Exercise requirements =
Lines in the listing that hold the string "dead" need to be tallied, and the total given alone.

__________

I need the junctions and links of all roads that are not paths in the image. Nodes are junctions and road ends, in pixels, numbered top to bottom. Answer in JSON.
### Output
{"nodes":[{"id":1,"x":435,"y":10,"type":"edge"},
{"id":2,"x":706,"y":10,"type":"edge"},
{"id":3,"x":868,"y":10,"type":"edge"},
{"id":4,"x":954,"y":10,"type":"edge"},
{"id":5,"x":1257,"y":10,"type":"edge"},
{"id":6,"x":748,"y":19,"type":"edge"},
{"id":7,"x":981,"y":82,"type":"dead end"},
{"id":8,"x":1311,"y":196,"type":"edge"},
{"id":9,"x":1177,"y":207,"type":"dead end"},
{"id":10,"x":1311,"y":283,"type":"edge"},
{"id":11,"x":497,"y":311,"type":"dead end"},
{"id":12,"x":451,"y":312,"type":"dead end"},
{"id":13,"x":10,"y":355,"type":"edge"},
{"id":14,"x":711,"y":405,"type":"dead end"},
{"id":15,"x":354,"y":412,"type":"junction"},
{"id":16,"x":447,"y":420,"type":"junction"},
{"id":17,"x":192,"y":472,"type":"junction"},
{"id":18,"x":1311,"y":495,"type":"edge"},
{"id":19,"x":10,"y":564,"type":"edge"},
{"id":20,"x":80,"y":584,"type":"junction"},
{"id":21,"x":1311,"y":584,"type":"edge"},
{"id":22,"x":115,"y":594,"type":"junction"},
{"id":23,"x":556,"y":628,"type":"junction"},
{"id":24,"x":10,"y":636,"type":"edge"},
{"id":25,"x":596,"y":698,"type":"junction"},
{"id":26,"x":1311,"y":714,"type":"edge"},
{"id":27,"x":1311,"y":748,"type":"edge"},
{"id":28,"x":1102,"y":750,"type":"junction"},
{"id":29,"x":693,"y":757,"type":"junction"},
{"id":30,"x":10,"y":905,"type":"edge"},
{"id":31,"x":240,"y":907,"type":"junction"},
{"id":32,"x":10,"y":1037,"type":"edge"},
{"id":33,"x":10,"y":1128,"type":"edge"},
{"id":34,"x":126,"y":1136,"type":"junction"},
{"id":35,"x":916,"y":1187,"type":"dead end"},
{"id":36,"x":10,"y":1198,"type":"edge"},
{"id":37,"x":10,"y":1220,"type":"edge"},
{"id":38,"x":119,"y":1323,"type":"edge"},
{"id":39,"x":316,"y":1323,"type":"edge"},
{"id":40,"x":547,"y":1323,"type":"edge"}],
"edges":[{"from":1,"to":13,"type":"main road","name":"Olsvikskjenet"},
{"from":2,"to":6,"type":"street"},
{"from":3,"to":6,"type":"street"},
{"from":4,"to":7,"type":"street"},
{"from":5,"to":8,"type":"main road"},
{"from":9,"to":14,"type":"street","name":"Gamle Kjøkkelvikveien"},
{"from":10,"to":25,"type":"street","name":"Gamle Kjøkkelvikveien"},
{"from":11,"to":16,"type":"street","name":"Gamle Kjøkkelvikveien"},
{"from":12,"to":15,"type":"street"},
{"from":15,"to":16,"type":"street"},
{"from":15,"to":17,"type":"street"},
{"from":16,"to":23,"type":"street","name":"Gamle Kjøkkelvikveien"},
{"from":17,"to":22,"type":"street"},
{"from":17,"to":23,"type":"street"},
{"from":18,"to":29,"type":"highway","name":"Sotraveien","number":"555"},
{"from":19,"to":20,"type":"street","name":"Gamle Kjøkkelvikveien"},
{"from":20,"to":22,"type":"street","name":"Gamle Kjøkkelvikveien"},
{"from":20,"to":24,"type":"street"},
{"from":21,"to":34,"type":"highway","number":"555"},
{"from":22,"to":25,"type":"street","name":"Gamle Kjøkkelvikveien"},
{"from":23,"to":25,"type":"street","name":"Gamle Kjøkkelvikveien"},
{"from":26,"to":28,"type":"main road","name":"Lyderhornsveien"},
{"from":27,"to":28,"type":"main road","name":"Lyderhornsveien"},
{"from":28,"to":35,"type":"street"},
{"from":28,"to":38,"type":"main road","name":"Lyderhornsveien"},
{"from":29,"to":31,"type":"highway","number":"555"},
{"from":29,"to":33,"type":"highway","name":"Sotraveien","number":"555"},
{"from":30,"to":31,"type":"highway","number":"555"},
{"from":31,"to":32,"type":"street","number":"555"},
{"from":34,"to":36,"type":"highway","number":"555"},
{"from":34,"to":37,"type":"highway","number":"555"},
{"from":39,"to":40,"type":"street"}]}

__________

Solution for this exercise =
6